Dari bacaan di koran bekas itu saya
juga mulai belajar menulis, dengan menyalin tulisan yang ada di koran.
Saya beruntung
dilahirkan dari keluarga yang mengagumkan, dikelilingi tetangga menawan,
guru-guru yang terus melantan, juga sahabat yang selalu memberikan semangat berlipat. Saya hidup seperti pebalap MotoGP, yang tak salah
disebut jalan sendiri, namun sesungguhnya banyak yang berperan, baik lahiriyyah
atau bathiniyyah. Beruntung saya menggandrungi Valentino
Rossi, pebalap yang tak
ragu menyatakan
bahwa peran tim sangat penting saat pebalap lain sudah yakin dengan kemampuan sendiri.
Saya beruntung
dianugerahi daya ingat berlipat serta seabreg selera yang beraneka ragam
sehingga saya bisa menikmati banyak hal: sepak bola, balapan, musik, bacaan, obrolan, dan lainnya. Tak sulit
bagi saya untuk cepat mendapat titik temu dengan orang baru.
Titik temu
adalah cara terjitu untuk mengawali sebuah ikatan persahabatan, yang tentunya
akan ada masa ketika harus saling menghantam dan
ada saatnya mendukung diam-diam.
Kalau ada satu titik yang bisa
mempertemukan buat apa mempermasalahkan titik lain yang menceraikan? Buat apa
saya mempermasalahkan identitas seorang Gooner saat identitas saya adalah True
Blues kalau kami sama-sama menggemari Paris Hilton?
Faktor luck
terbesar saya adalah selalu mendapatkan kebetulan dalam menjalani pagelaran
Pelantan. Kebetulan
dapat membuat keputusan jitu. Kebetulan memiliki sahabat hebat. Kebetulan
pacaran dengan perempuan mengagumkan. Kebetulan dilahirkan oleh Ibuk dari benih
Bapak. Kebetulan punya adik-adik yang berani menghantam saya ketika salah arah.

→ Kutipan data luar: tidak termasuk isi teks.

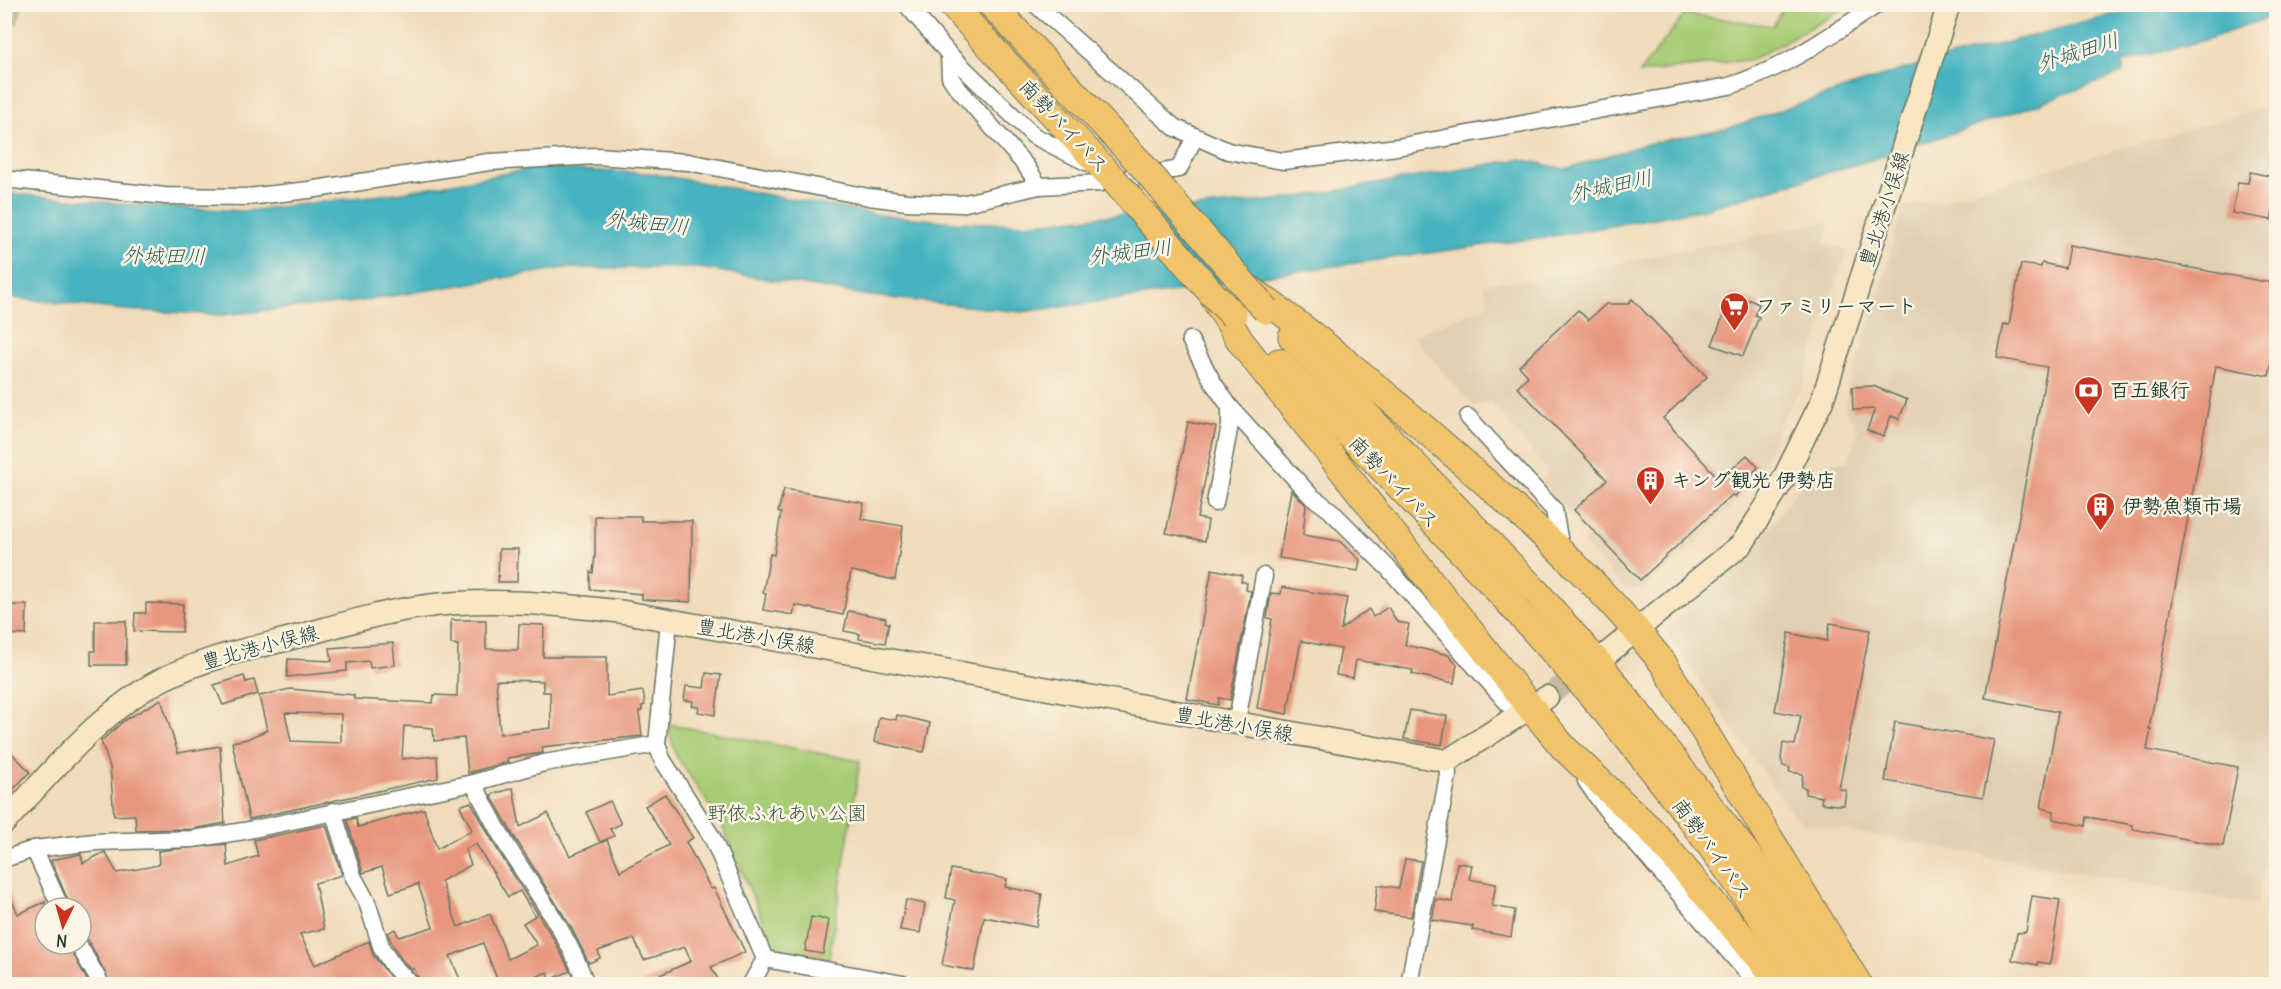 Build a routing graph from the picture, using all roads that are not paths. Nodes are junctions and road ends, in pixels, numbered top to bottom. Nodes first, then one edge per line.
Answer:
1 (906, 4) edge
2 (951, 4) edge
3 (991, 4) edge
4 (1035, 4) edge
5 (1878, 4) edge
6 (1948, 7) edge
7 (949, 54) junction
8 (1194, 139) junction
9 (4, 179) edge
10 (1114, 180) junction
11 (1039, 186) junction
12 (1237, 279) junction
13 (1209, 290) junction
14 (1190, 340) dead end
15 (1230, 407) junction
16 (1468, 417) dead end
17 (1215, 503) dead end
18 (1561, 549) junction
19 (1264, 576) dead end
20 (669, 621) junction
21 (1636, 629) junction
22 (1608, 653) tunnel mouth
23 (1532, 707) junction
24 (1236, 725) junction
25 (657, 744) junction
26 (1564, 748) junction
27 (1447, 761) junction
28 (473, 783) junction
29 (333, 811) junction
30 (4, 823) edge
31 (34, 849) junction
32 (4, 859) edge
33 (56, 896) edge
34 (85, 956) edge
35 (765, 959) junction
36 (101, 984) edge
37 (411, 984) edge
38 (586, 984) edge
39 (752, 984) edge
40 (903, 984) edge
41 (1409, 984) edge
42 (1757, 984) edge
43 (1782, 984) edge
44 (1808, 984) edge
45 (1838, 984) edge
46 (1858, 984) edge

1 - 7 street
2 - 10 highway, 南勢バイパス
3 - 12 highway, 南勢バイパス, bridge
4 - 8 street
5 - 8 street
6 - 21 main road, 豊北港小俣線
7 - 10 street
7 - 11 street
8 - 11 street
9 - 11 street
10 - 13 highway, 南勢バイパス, bridge
12 - 18 highway
12 - 45 highway, 南勢バイパス, bridge
13 - 23 highway
13 - 44 highway, 南勢バイパス, bridge
14 - 15 street
15 - 17 street
15 - 23 street
16 - 18 street
18 - 21 highway
19 - 24 street
20 - 24 main road, 豊北港小俣線
20 - 25 street
20 - 30 main road, 豊北港小俣線
21 - 22 main road, 豊北港小俣線
21 - 46 highway
23 - 26 highway
23 - 27 main road
24 - 27 main road, 豊北港小俣線
25 - 28 street
25 - 35 street
26 - 42 street
26 - 43 highway
27 - 41 street
28 - 29 street
28 - 38 street
29 - 31 street
29 - 37 street
31 - 32 street
31 - 33 street
34 - 36 street
35 - 39 street
35 - 40 street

Kebetulan ada ‘kebetulan’ lainnya.
Hingga kini
saya yakin sepenuhnya bahwa kebetulan itu tidak ada. Kebetulan adalah keadaan
yang tak pernah saya sangka sebelumnya namun kemudian
saya alami. Kebetulan sebenanrnya adalah
tatanan Allah. Kalau saya percaya pada Allah, masih layakkah saya bilang
kebetulan sementara semua yang ada diatur oleh-Nya?
Saya amat yakin
dengan faktor luck tersebut karena saya adalah orang yang tidak pernah
berusaha untuk bertahan menjalani kehidupan. Saya hanya menjalani pagelaran
Pelantan, yang kadang saya protes kok tak seperti keinginan saya dan kadang
saya sukai karena menyenangkan saya. Yang pasti, tak ada satu celah pun bagi
saya untuk kabur dari rasa syukur pada Allah.